Refine use cases: 8 examples with efficient patterns

- Trimmed from 10 to 8 focused examples
- Emphasize CLI args for DB filtering (efficient), jq for transforms
- Added key examples showing `run` emits JSONL enabling chained processing:
  - #4: Retry failed with different binary/timeout via jq transform
  - #8: Recursive link following (run → jq filter → crawl → run)
- Removed redundant jq domain filtering (use --url__icontains instead)
- Updated summary table with "Retry w/ Changes" and "Chain Processing" patterns
This commit is contained in:
Claude
2025-12-31 09:26:23 +00:00
parent 0f46d8a22e
commit 1c85b4daa3

View File

@@ -21,9 +21,10 @@ archivebox crawl create URL | archivebox snapshot create | archivebox archiveres
## Real-World Use Cases
These examples demonstrate the power of the JSONL piping architecture.
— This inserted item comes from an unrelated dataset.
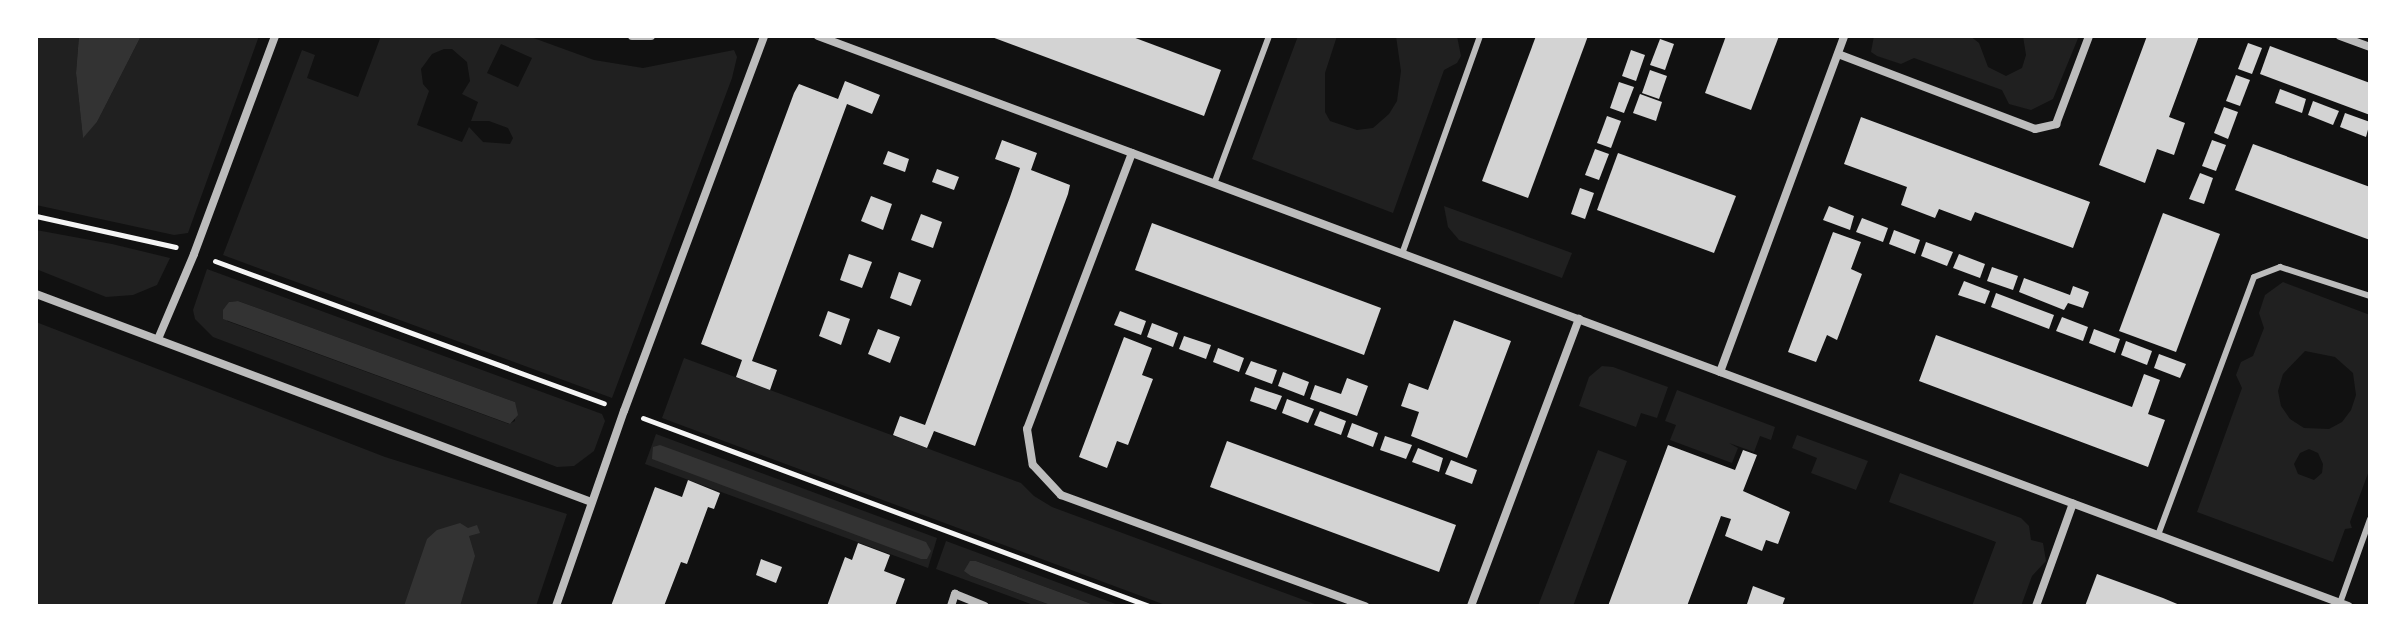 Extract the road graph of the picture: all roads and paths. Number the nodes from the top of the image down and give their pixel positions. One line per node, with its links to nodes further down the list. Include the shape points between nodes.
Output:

Note: `archivebox run`
auto-cascades (Crawl → Snapshots → ArchiveResults), so intermediate commands are only needed
when you want to customize behavior at that stage.
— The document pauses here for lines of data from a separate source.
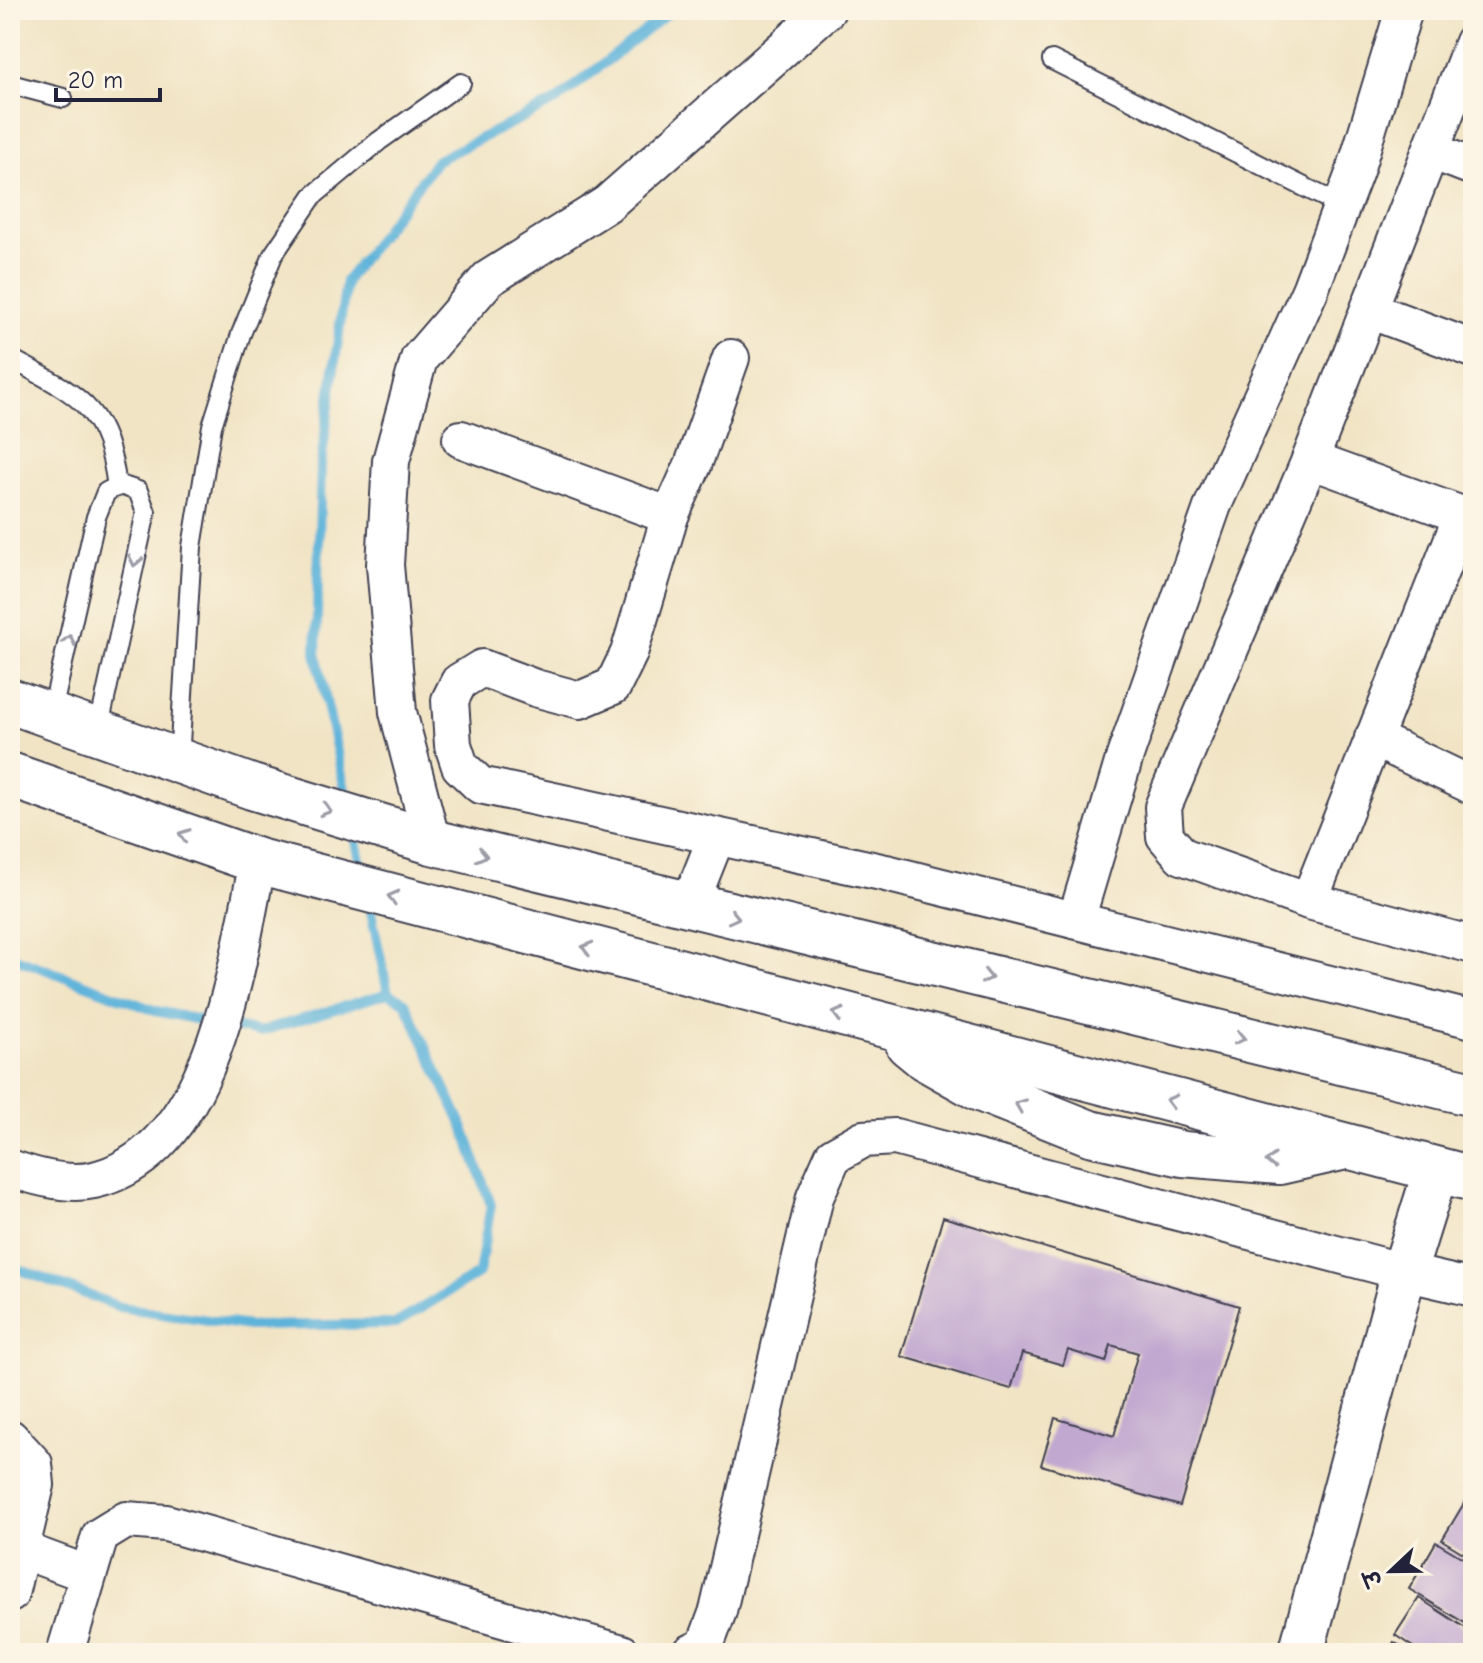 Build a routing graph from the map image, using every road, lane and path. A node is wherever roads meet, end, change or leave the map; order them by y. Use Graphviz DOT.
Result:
graph roads {
  1 [pos="827,10"];
  2 [pos="1404,10"];
  3 [pos="1473,42"];
  4 [pos="1052,60"];
  5 [pos="461,83"];
  6 [pos="10,84"];
  7 [pos="63,98"];
  8 [pos="1431,151"];
  9 [pos="1473,167"];
  10 [pos="1342,206"];
  11 [pos="1369,310"];
  12 [pos="1473,349"];
  13 [pos="10,358"];
  14 [pos="731,358"];
  15 [pos="461,439"];
  16 [pos="1310,460"];
  17 [pos="117,487"];
  18 [pos="670,516"];
  19 [pos="1468,517"];
  20 [pos="10,701"];
  21 [pos="51,716"];
  22 [pos="98,731"];
  23 [pos="1373,738"];
  24 [pos="179,760"];
  25 [pos="10,775"];
  26 [pos="1473,786"];
  27 [pos="716,838"];
  28 [pos="419,839"];
  29 [pos="258,861"];
  30 [pos="1309,901"];
  31 [pos="689,906"];
  32 [pos="1076,920"];
  33 [pos="1473,945"];
  34 [pos="1473,1020"];
  35 [pos="1473,1094"];
  36 [pos="10,1168"];
  37 [pos="1454,1175"];
  38 [pos="1404,1272"];
  39 [pos="1473,1288"];
  40 [pos="10,1438"];
  41 [pos="22,1550"];
  42 [pos="87,1574"];
  43 [pos="10,1594"];
  44 [pos="65,1653"];
  45 [pos="622,1653"];
  46 [pos="691,1653"];
  47 [pos="1301,1653"];
  1 -- 28 [label="street"];
  2 -- 10 [label="street"];
  3 -- 8 [label="street"];
  4 -- 10 [label="lane"];
  5 -- 24 [label="lane"];
  6 -- 7 [label="lane"];
  8 -- 9 [label="street"];
  8 -- 11 [label="street"];
  10 -- 32 [label="street"];
  11 -- 12 [label="street"];
  11 -- 16 [label="street"];
  13 -- 17 [label="lane"];
  14 -- 18 [label="street"];
  15 -- 18 [label="street"];
  16 -- 19 [label="street"];
  16 -- 30 [label="street"];
  21 -- 17 [label="lane, one-way"];
  17 -- 22 [label="lane, one-way"];
  18 -- 27 [label="street"];
  19 -- 23 [label="street"];
  20 -- 21 [label="street"];
  21 -- 22 [label="street"];
  22 -- 24 [label="street"];
  23 -- 26 [label="street"];
  23 -- 30 [label="street"];
  24 -- 28 [label="street, one-way"];
  29 -- 25 [label="street, one-way"];
  27 -- 31 [label="street"];
  27 -- 32 [label="street"];
  28 -- 31 [label="street, one-way"];
  29 -- 36 [label="street"];
  37 -- 29 [label="street, one-way"];
  30 -- 33 [label="street"];
  31 -- 35 [label="street, one-way"];
  32 -- 34 [label="street"];
  37 -- 38 [label="street"];
  38 -- 39 [label="street"];
  38 -- 46 [label="street"];
  38 -- 47 [label="street"];
  40 -- 41 [label="street"];
  41 -- 42 [label="street"];
  41 -- 43 [label="street"];
  42 -- 44 [label="street"];
  42 -- 45 [label="street"];
}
These examples demonstrate the JSONL piping architecture. Key points:
- `archivebox run` auto-cascades (Crawl → Snapshots → ArchiveResults)
- `archivebox run` **emits JSONL** of everything it creates, enabling chained processing
- Use CLI args (`--status=`, `--plugin=`) for efficient DB filtering; use jq for transforms
### 1. Basic Archive
```bash
@@ -42,38 +43,38 @@ archivebox crawl create --depth=2 https://docs.python.org | archivebox run
# Retry all failed extractions
archivebox archiveresult list --status=failed | archivebox run
# Retry only failed PDFs
archivebox archiveresult list --status=failed --plugin=pdf | archivebox run
# Retry failed items from a specific domain (jq filter)
archivebox snapshot list --status=queued \
| jq 'select(.url | contains("nytimes.com"))' \
# Retry only failed PDFs from a specific domain
archivebox archiveresult list --status=failed --plugin=pdf --url__icontains=nytimes.com \
| archivebox run
```
### 3. Import Bookmarks from Pinboard (jq)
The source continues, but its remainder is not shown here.